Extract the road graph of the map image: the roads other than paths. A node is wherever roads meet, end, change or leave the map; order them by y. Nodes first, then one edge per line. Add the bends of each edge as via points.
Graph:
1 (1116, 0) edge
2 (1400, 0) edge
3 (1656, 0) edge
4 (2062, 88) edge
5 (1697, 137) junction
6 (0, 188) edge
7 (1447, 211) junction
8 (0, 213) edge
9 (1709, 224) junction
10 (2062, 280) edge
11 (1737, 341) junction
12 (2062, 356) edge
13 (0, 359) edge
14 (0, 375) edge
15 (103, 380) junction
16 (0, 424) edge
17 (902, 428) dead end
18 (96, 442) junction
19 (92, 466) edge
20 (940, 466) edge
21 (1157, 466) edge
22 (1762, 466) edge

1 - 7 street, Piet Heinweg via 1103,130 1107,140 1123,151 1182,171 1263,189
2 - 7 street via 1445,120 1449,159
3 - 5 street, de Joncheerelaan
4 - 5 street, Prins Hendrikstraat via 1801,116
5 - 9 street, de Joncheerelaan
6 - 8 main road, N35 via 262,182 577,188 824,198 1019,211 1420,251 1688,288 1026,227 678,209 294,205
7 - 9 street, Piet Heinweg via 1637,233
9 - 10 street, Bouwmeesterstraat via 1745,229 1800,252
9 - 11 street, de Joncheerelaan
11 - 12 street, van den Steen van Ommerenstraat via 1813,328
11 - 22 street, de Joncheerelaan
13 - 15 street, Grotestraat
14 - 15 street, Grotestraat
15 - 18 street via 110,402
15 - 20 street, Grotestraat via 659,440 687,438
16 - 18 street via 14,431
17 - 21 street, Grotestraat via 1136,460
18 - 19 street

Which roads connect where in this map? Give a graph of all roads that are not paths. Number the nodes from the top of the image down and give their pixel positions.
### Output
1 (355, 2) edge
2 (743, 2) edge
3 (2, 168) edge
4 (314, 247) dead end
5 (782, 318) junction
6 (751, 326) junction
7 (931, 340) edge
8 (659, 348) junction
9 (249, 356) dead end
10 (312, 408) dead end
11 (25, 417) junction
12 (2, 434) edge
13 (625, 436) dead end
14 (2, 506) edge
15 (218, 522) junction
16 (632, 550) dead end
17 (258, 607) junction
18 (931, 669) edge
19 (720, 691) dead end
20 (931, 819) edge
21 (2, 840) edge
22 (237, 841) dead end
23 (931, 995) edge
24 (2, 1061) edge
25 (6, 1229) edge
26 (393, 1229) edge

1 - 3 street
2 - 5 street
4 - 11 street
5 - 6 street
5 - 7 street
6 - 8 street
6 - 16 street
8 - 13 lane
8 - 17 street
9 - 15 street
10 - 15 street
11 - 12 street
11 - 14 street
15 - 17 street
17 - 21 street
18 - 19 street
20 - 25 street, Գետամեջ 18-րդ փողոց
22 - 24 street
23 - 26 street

**TASK TO CARRY OUT:**
Show the lines of the records that include the string "image".

**TASK ANSWER:**
Extract the road graph of the map image: the roads other than paths. A node is wherever roads meet, end, change or leave the map; order them by y. Nodes first, then one edge per line. Add the bends of each edge as via points.
Which roads connect where in this map? Give a graph of all roads that are not paths. Number the nodes from the top of the image down and give their pixel positions.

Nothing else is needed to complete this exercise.